- [REQUIRED ACTION]:
Within the listing below, please show every line carrying the string "points".

- [DATA SHOWN]:
+--

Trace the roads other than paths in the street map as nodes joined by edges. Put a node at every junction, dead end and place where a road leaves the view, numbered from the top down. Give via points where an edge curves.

+--

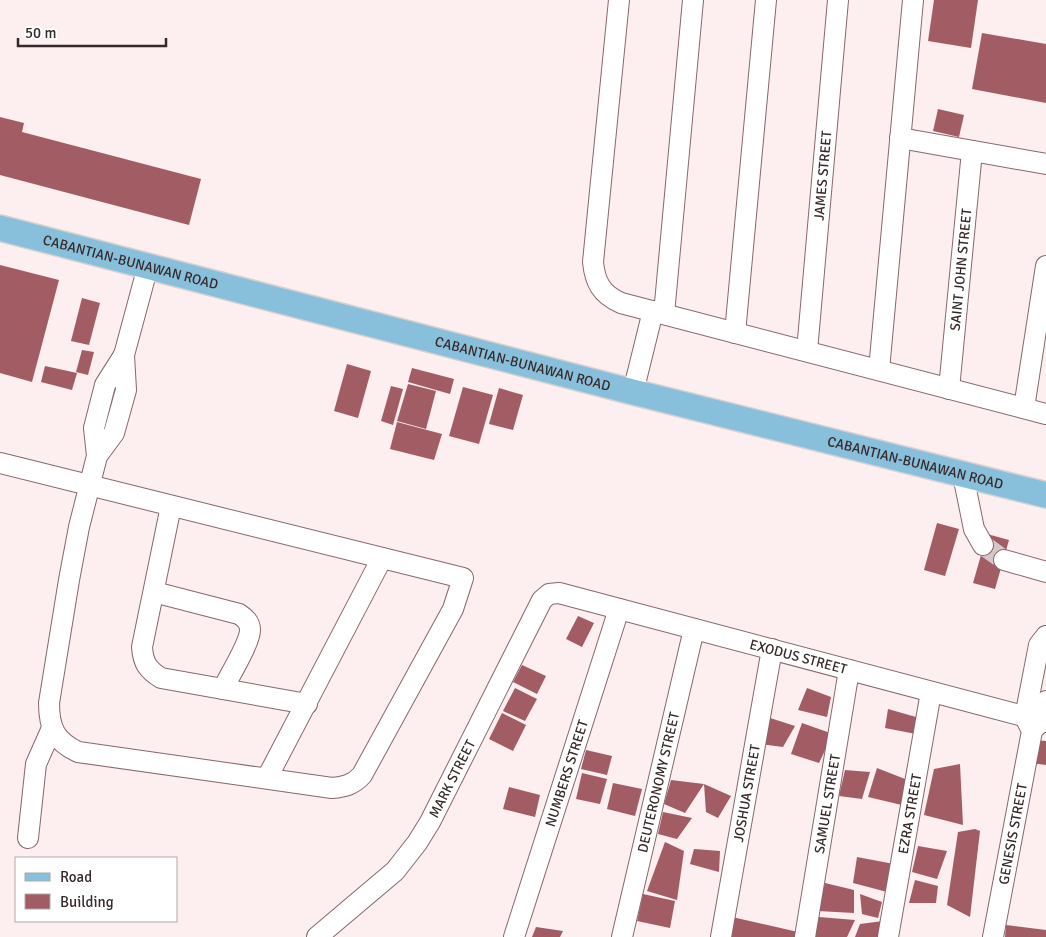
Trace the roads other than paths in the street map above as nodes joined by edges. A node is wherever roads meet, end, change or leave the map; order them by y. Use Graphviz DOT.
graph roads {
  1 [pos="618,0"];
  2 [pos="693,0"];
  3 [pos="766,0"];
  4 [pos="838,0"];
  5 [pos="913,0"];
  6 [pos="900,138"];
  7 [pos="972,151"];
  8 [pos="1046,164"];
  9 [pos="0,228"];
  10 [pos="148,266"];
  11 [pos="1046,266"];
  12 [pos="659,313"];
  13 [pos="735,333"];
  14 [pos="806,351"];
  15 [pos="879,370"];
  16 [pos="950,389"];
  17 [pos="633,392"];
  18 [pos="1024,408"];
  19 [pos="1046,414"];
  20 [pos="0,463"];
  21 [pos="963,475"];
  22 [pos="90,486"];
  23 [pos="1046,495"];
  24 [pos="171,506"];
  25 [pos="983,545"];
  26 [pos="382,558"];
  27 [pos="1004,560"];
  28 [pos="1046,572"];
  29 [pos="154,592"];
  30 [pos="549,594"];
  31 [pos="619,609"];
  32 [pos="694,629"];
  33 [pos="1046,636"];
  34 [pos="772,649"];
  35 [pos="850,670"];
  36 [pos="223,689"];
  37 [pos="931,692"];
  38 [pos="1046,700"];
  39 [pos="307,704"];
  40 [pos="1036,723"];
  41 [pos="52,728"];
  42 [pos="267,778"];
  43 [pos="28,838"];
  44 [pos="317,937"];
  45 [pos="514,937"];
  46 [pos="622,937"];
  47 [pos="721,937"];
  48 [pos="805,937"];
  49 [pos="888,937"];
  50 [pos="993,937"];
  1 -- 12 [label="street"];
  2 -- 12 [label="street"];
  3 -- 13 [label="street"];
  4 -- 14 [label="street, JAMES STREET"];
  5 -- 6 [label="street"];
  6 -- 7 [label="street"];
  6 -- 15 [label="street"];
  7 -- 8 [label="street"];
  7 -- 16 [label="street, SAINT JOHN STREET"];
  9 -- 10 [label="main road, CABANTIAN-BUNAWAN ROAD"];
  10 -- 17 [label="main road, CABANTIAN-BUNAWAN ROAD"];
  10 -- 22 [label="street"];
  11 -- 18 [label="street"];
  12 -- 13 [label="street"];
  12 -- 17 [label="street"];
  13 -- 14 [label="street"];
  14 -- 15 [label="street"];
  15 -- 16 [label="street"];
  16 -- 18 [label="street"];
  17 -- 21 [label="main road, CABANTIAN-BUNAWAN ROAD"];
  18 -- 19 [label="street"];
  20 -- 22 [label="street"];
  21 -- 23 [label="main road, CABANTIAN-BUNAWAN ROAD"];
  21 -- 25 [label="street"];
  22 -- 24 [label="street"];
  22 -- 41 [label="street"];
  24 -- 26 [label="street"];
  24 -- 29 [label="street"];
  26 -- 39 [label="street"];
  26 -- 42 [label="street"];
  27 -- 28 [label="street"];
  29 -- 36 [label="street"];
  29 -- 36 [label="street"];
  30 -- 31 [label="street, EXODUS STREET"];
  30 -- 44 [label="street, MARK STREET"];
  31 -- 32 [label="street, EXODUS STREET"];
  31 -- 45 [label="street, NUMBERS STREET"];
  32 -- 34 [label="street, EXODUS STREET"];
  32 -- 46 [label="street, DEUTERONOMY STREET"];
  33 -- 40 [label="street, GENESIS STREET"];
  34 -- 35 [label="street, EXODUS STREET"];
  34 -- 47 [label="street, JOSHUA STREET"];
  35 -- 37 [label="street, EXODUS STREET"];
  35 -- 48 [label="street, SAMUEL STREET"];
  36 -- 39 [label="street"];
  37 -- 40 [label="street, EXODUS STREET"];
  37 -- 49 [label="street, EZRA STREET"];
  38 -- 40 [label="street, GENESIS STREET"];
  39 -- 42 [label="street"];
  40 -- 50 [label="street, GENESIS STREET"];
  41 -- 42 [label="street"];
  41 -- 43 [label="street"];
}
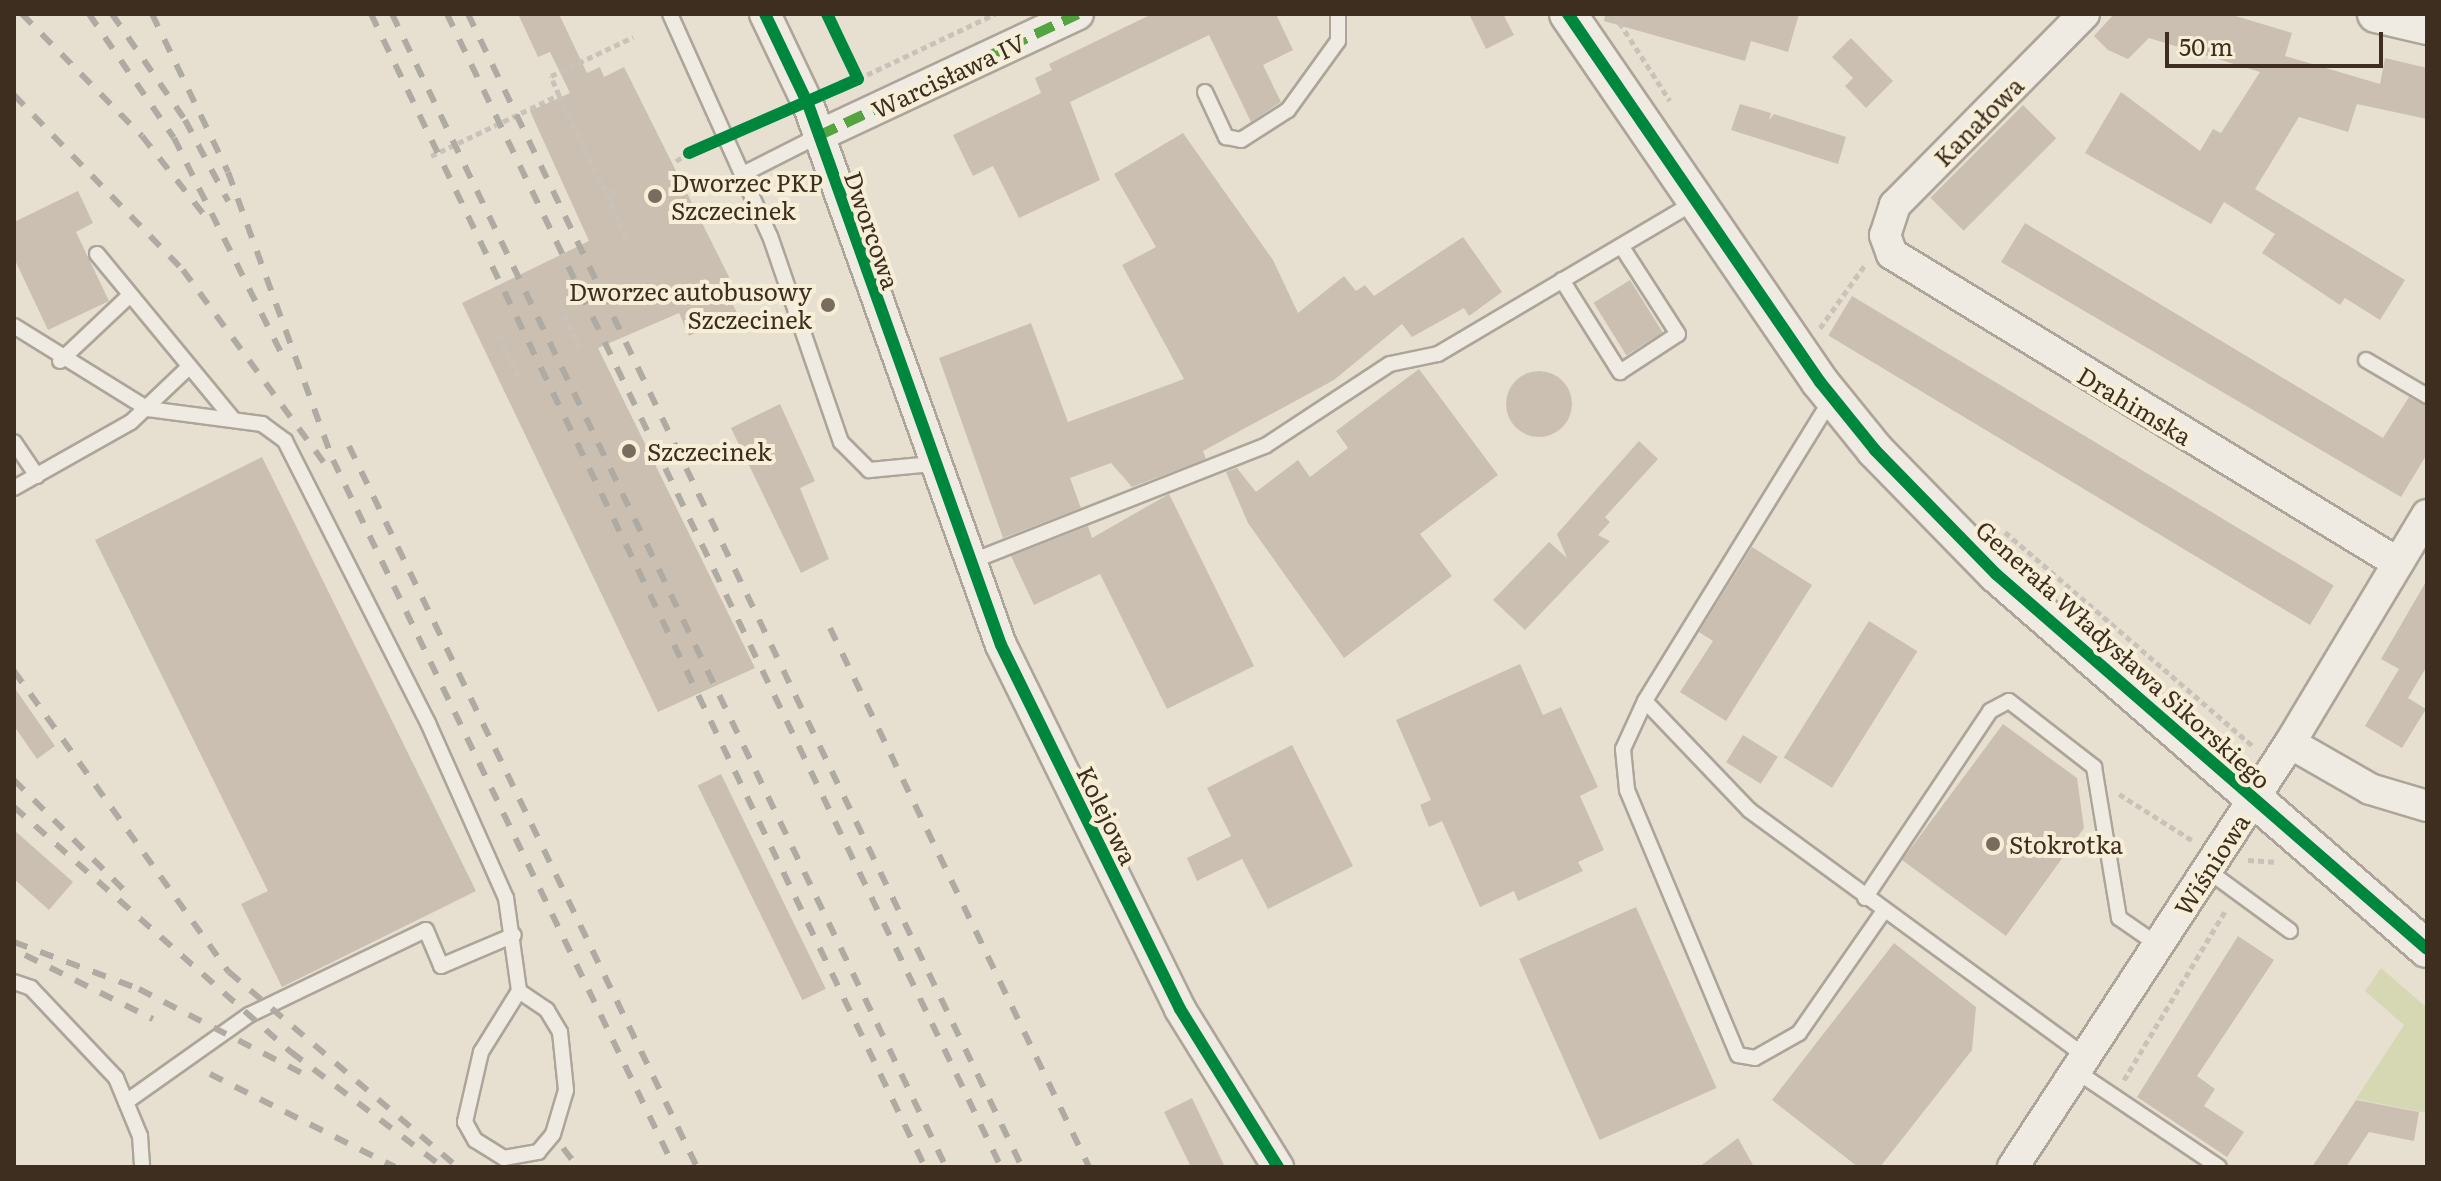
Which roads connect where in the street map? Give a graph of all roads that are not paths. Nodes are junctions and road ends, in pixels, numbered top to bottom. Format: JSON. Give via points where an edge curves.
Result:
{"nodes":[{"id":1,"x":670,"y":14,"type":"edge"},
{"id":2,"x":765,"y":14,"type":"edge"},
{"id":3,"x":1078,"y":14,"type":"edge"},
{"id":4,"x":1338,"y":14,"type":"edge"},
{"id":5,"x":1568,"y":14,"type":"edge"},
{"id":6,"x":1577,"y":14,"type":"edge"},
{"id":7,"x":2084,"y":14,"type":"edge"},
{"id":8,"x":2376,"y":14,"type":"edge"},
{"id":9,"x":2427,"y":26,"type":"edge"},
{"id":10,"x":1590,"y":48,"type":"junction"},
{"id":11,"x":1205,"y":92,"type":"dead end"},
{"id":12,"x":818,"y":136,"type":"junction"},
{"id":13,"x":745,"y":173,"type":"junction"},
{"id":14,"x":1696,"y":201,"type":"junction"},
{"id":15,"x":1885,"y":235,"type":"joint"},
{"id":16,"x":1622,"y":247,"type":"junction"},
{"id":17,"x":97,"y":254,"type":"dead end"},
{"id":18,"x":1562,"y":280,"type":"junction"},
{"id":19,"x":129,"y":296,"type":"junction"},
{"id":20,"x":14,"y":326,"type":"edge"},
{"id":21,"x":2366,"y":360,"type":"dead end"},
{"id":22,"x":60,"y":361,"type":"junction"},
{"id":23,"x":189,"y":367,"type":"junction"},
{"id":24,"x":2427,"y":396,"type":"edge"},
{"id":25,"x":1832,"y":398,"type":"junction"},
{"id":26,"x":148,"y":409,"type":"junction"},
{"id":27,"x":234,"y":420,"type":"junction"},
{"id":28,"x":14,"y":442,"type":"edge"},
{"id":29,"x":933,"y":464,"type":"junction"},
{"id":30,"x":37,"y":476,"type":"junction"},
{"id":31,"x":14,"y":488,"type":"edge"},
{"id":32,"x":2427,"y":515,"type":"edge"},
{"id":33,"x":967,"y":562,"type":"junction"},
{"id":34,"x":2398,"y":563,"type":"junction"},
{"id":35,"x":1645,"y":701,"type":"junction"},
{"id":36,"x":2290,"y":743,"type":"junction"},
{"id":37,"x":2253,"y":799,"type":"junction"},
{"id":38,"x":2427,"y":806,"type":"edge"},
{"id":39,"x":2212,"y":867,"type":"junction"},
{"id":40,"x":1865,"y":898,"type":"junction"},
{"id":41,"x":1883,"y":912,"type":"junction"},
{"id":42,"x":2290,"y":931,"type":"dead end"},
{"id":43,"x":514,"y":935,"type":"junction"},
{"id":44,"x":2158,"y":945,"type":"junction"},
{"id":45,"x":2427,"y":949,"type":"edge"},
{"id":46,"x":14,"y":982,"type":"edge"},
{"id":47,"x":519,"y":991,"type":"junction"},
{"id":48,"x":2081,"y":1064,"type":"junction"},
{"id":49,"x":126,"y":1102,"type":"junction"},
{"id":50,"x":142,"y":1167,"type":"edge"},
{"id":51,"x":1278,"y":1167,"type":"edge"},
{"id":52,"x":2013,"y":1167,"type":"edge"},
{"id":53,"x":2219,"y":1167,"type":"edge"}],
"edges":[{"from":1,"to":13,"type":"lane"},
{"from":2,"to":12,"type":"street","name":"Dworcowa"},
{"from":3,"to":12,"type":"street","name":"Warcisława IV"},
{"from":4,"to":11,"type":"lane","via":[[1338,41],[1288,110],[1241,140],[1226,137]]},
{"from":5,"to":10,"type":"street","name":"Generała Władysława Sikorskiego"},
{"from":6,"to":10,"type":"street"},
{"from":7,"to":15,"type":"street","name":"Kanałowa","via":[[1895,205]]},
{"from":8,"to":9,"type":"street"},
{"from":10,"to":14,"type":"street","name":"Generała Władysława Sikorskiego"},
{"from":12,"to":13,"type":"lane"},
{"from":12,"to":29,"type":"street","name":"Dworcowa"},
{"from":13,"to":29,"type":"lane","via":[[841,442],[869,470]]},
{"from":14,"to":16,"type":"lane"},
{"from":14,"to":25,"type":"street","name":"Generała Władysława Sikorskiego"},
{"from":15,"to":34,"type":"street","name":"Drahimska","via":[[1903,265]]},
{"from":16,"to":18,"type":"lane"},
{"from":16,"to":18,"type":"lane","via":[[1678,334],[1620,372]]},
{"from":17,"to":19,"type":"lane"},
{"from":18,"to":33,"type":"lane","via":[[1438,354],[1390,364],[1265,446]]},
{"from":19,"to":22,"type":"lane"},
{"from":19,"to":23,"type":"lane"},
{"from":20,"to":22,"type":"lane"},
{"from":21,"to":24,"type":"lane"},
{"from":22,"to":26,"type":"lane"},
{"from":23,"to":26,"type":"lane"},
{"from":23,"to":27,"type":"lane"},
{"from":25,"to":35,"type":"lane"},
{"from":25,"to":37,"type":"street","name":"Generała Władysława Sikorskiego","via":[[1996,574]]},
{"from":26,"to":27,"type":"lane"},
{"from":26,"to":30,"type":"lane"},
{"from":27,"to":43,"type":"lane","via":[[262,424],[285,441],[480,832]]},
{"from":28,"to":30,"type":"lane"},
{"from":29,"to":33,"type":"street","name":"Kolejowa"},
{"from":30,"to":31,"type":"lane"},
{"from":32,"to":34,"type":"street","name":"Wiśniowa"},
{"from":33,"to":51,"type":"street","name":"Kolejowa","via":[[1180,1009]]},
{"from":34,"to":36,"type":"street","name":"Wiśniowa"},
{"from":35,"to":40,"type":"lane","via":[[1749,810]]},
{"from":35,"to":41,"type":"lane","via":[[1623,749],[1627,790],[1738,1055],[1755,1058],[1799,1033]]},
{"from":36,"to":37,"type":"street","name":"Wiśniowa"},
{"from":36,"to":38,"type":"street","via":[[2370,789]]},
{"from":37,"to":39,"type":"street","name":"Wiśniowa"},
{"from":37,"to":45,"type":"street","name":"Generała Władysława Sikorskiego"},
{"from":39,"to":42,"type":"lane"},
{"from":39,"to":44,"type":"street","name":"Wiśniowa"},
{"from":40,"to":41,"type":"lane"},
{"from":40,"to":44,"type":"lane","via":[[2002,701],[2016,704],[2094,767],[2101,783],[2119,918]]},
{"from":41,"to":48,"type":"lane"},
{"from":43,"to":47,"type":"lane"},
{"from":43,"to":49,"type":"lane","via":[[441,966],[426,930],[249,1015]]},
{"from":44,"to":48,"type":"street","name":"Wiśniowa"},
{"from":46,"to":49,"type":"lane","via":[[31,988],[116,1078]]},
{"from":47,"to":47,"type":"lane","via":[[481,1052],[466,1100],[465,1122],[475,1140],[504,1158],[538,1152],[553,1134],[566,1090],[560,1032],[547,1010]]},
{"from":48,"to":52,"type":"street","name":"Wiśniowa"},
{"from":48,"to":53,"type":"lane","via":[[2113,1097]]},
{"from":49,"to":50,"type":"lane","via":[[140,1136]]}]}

+--

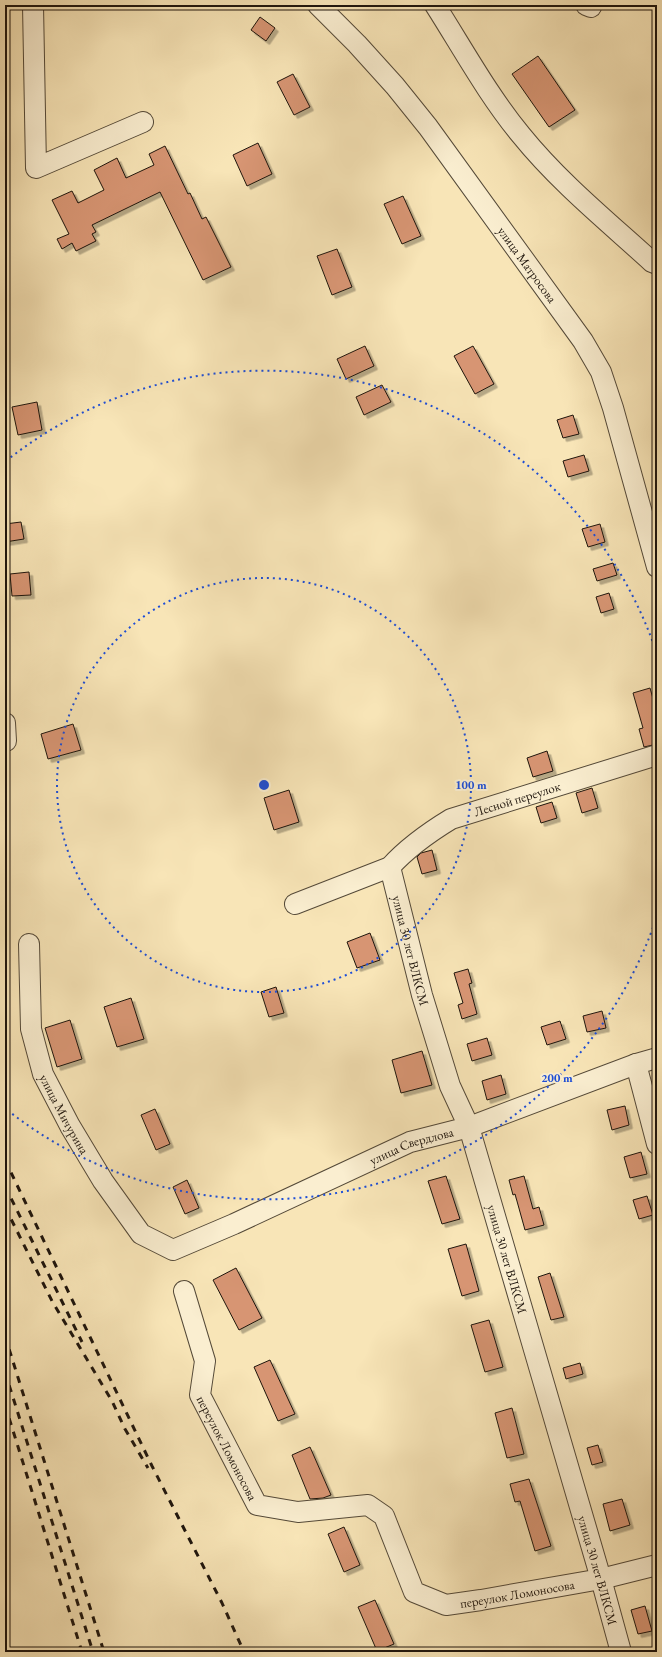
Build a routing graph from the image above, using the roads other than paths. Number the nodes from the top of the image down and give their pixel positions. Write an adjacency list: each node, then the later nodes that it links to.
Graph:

+--

- [EXERCISE RESULT]:
Trace the roads other than paths in the street map as nodes joined by edges. Put a node at every junction, dead end and place where a road leaves the view, numbered from the top down. Give via points where an edge curves.
Which roads connect where in the street map? Give a graph of all roads that are not paths. Nodes are junctions and road ends, in pixels, numbered top to bottom. Format: JSON. Give via points where an edge curves.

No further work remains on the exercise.